In statistics, the degrees of freedom are used to define the number of independent quantities that can be assigned to a statistical distribution. This number typically refers to a positive whole number that indicates the lack of restrictions on a person's ability to calculate missing factors from statistical problems.

Degrees of freedom act as variables in the final calculation of a statistic and are used to determine the outcome of different scenarios in a system, and in math degrees of freedom define the number of dimensions in a domain that is needed to determine the full vector.

To illustrate the concept of a degree of freedom, we will look at a basic calculation concerning the sample mean, and to find the mean of a list of data, we add all of the data and divide by the total number of values.

An Illustration with a Sample Mean

For a moment suppose that we know the mean of a data set is 25 and that the values in this set are 20, 10, 50, and one unknown number. The formula for a sample mean gives us the equation (20 + 10 + 50 + x)/4 = 25, where x denotes the unknown, using some basic algebra, one can then determine that the missing number, x, is equal to 20.

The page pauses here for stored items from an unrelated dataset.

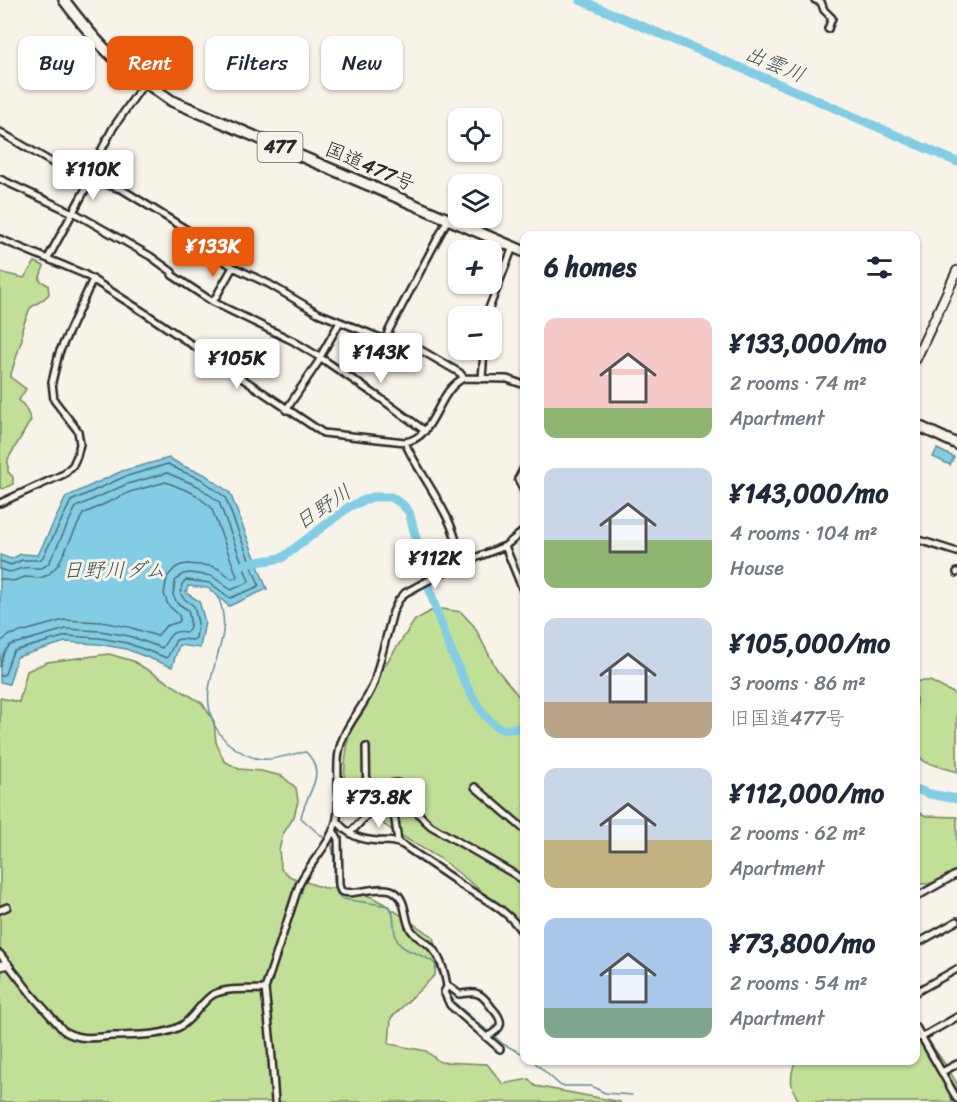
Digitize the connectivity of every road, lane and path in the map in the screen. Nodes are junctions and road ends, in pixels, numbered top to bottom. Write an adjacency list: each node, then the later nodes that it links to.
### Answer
1 (64, 0): 4 (highway, 国道477号 / 477)
2 (815, 0): 3 (street)
3 (828, 29)
4 (107, 51)
5 (139, 90): 9 (street)
6 (156, 90): 11 (highway, 国道477号 / 477)
7 (0, 132): 9 (street)
8 (0, 179): 10 (street)
9 (89, 179): 10 (street); 17 (street)
10 (73, 212): 16 (street); 20 (street)
11 (448, 219): 23 (street)
12 (469, 228): 14 (highway, 国道477号 / 477)
13 (0, 239): 16 (street)
14 (513, 247): 15 (highway, 国道477号 / 477); 21 (street)
15 (520, 250)
16 (48, 258): 19 (street)
17 (233, 267): 20 (street); 22 (street)
18 (957, 271): 24 (street)
19 (93, 279): 30 (street); 35 (street)
20 (213, 302): 25 (street)
21 (490, 306)
22 (340, 322): 23 (street); 25 (street)
23 (387, 339): 27 (street)
24 (920, 350)
25 (321, 358): 30 (street); 32 (street)
26 (483, 360): 28 (street)
27 (464, 378): 28 (street); 32 (street)
28 (482, 379): 29 (street)
29 (520, 383)
30 (286, 410): 33 (street)
31 (920, 426): 34 (highway)
32 (425, 431): 33 (street)
33 (405, 442): 40 (street)
34 (957, 444)
35 (0, 503)
36 (520, 534): 38 (street)
37 (920, 540): 39 (street)
38 (505, 546): 40 (street); 41 (street)
39 (957, 552)
40 (455, 566): 44 (street)
41 (520, 583)
42 (366, 747): 47 (street)
43 (475, 787): 45 (street)
44 (337, 821): 46 (street); 47 (street)
45 (520, 826)
46 (332, 832): 60 (street); 61 (street)
47 (350, 834): 48 (street)
48 (398, 842): 50 (street); 55 (street)
49 (957, 874): 51 (street)
50 (519, 877)
51 (920, 895)
52 (7, 907): 53 (street)
53 (0, 910)
54 (957, 921): 56 (street)
55 (520, 930)
56 (920, 942)
57 (0, 954): 58 (street)
58 (4, 965): 61 (street)
59 (957, 969): 62 (street)
60 (446, 988): 65 (street); 65 (street)
61 (265, 989): 71 (street)
62 (920, 990)
63 (957, 1017): 64 (street)
64 (920, 1036)
65 (488, 1037): 67 (street)
66 (920, 1039): 69 (street)
67 (500, 1049)
68 (957, 1064): 69 (street)
69 (942, 1072): 70 (street)
70 (957, 1099)
71 (276, 1102)

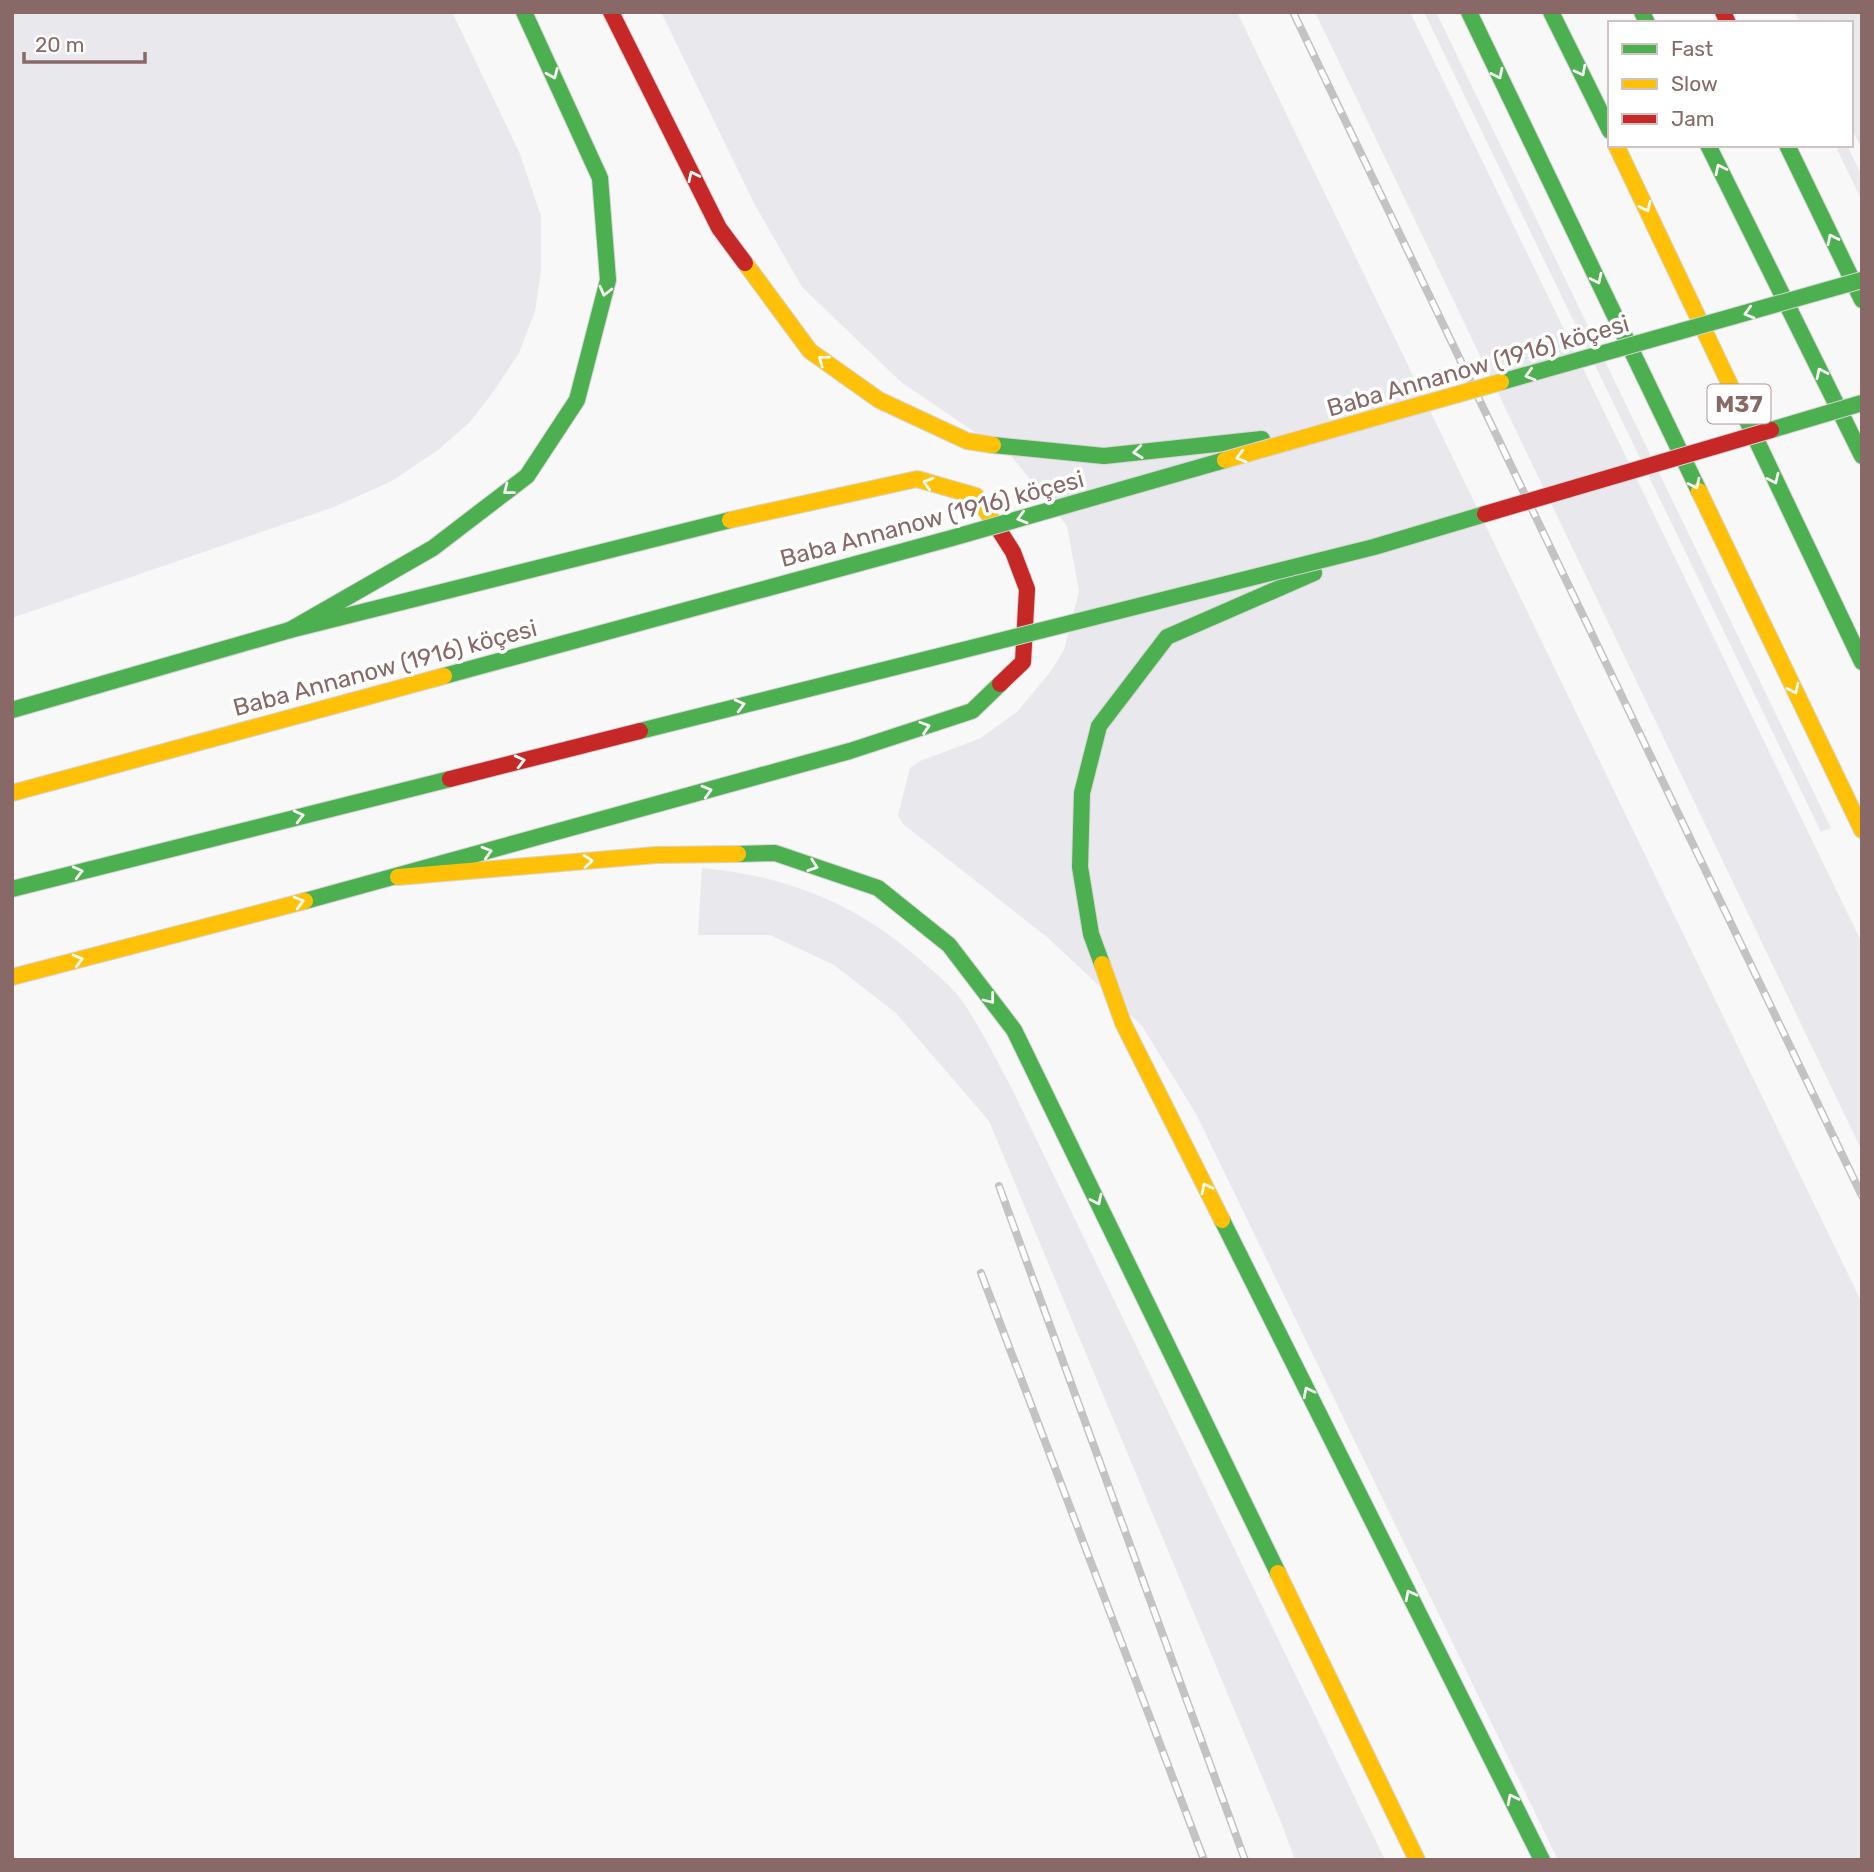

Let's alter this scenario slightly. Again we suppose that we know the mean of a data set is 25. However, this time the values in the data set are 20, 10, and two unknown values. These unknowns could be different, so we use two different variables, x, and y, to denote this. The resulting equation is (20 + 10 + x + y)/4 = 25. With some algebra, we obtain y = 70- x. The formula is written in this form to show that once we choose a value for x, the value for y is completely determined. We have one choice to make, and this shows that there is one degree of freedom.

Now we'll look at a sample size of one hundred. If we know that the mean of this sample data is 20, but do not know the values of any of the data, then there are 99 degrees of freedom. All values must add up to a total of 20 x 100 = 2000. Once we have the values of 99 elements in the data set, then the last one has been determined.

Student t-score and Chi-Square Distribution

Degrees of freedom play an important role when using the Student t-score table. There are actually several t-score distributions. We differentiate between these distributions by use of degrees of freedom.

Here the probability distribution that we use depends upon the size of our sample. If our sample size is n, then the number of degrees of freedom is n-1. For instance, a sample size of 22 would require us to use the row of the t-score table with 21 degrees of freedom.

The use of a chi-square distribution also requires the use of degrees of freedom. Here, in an identical manner as with the t-score distribution, the sample size determines which distribution to use. If the sample size is n, then there are n-1 degrees of freedom.